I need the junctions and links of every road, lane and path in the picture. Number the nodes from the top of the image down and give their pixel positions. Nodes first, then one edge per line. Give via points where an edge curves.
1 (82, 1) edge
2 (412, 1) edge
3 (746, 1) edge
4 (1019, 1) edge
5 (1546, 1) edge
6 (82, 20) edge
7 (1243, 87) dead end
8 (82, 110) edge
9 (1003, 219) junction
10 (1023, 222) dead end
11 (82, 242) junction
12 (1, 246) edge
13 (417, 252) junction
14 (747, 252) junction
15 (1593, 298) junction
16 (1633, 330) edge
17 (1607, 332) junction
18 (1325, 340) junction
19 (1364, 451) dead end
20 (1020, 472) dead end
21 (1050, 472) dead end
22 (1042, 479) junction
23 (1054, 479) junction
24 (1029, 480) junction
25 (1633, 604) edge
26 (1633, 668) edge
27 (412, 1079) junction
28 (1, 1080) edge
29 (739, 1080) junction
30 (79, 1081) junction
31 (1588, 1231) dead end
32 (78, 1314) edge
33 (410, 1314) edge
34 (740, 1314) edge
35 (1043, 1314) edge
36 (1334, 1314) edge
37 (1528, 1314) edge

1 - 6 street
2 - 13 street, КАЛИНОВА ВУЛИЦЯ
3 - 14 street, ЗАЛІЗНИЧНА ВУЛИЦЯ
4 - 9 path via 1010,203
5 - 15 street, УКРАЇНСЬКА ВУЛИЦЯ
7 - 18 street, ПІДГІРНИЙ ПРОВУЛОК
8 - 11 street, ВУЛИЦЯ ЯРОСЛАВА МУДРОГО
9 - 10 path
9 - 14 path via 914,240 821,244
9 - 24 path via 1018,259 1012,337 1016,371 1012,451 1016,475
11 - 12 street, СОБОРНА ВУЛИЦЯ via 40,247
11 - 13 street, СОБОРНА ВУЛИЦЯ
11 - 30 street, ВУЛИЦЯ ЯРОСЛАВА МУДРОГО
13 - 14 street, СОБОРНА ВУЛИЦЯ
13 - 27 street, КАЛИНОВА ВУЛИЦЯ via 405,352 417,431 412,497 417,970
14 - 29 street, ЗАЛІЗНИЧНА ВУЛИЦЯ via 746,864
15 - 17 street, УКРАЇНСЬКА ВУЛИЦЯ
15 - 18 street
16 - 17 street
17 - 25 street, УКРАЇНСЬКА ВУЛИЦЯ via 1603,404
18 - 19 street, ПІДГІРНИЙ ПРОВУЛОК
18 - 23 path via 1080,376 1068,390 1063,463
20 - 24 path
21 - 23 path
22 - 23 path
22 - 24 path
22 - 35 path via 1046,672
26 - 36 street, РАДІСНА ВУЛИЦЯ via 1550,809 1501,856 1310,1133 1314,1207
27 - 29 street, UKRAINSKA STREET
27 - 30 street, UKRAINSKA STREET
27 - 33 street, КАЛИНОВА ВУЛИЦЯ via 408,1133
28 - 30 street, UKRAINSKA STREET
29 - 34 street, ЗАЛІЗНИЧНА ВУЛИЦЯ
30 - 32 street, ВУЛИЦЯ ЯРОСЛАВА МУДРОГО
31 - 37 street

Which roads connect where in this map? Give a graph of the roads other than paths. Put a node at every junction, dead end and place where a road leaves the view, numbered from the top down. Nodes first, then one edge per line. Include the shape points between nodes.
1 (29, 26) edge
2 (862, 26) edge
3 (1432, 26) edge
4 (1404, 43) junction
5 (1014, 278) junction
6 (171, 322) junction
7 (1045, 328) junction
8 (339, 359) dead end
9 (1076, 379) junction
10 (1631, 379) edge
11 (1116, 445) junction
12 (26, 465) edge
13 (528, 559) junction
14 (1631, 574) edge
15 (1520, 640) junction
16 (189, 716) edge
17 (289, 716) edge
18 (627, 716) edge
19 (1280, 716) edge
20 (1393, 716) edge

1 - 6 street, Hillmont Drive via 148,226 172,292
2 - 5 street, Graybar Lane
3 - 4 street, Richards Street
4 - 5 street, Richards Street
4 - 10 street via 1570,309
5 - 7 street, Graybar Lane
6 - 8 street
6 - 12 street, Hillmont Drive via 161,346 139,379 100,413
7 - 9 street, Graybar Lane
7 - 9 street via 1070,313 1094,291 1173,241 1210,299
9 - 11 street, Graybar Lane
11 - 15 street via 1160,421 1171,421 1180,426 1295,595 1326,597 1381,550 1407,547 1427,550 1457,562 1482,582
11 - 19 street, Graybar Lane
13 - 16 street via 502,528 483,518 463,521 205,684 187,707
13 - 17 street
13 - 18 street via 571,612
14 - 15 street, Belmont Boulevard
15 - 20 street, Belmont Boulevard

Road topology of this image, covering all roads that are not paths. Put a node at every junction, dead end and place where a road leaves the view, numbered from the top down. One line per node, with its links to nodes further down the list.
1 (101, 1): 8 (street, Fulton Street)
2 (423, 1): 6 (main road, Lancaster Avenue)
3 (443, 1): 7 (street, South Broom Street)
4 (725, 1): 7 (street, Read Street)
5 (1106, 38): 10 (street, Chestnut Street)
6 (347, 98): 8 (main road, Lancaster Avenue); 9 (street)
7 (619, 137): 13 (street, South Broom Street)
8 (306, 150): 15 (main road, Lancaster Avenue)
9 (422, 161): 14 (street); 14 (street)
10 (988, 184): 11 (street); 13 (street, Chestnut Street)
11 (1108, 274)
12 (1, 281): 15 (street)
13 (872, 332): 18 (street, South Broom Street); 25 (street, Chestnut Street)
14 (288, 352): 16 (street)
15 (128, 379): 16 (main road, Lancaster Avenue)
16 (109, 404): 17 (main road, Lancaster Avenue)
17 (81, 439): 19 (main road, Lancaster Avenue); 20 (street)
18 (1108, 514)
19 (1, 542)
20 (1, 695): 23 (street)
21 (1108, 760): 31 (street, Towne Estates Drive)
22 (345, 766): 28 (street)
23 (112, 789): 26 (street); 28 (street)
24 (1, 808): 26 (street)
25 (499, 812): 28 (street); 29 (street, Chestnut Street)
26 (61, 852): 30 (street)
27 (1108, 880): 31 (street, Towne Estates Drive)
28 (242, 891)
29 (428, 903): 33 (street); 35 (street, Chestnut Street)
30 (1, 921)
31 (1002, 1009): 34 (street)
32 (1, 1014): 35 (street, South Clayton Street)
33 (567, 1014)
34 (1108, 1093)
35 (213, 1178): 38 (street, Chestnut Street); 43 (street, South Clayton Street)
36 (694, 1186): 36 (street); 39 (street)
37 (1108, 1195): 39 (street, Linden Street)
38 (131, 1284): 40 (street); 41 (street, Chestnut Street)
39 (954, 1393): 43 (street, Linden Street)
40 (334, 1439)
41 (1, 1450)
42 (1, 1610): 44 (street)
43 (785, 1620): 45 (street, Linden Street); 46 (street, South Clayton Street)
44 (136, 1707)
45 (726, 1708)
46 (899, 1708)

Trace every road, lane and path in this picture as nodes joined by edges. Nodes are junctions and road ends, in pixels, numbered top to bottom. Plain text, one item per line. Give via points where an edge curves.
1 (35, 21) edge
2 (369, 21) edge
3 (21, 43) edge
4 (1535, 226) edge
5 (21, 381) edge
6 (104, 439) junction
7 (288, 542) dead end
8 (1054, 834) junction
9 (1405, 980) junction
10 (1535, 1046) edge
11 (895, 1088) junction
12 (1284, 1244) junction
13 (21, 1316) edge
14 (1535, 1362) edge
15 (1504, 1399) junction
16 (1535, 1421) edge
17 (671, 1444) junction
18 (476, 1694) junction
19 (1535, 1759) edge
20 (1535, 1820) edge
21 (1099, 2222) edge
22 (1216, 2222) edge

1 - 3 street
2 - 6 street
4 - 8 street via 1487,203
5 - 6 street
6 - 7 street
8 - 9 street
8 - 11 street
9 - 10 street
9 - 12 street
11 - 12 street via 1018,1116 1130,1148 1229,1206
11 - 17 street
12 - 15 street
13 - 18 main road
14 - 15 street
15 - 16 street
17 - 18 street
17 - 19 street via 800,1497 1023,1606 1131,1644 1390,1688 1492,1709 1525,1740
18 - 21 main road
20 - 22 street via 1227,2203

- [The problem]:
Copy out all lines above holding "picture".

- [Written response]:
I need the junctions and links of every road, lane and path in the picture. Number the nodes from the top of the image down and give their pixel positions. Nodes first, then one edge per line. Give via points where an edge curves.
Trace every road, lane and path in this picture as nodes joined by edges. Nodes are junctions and road ends, in pixels, numbered top to bottom. Plain text, one item per line. Give via points where an edge curves.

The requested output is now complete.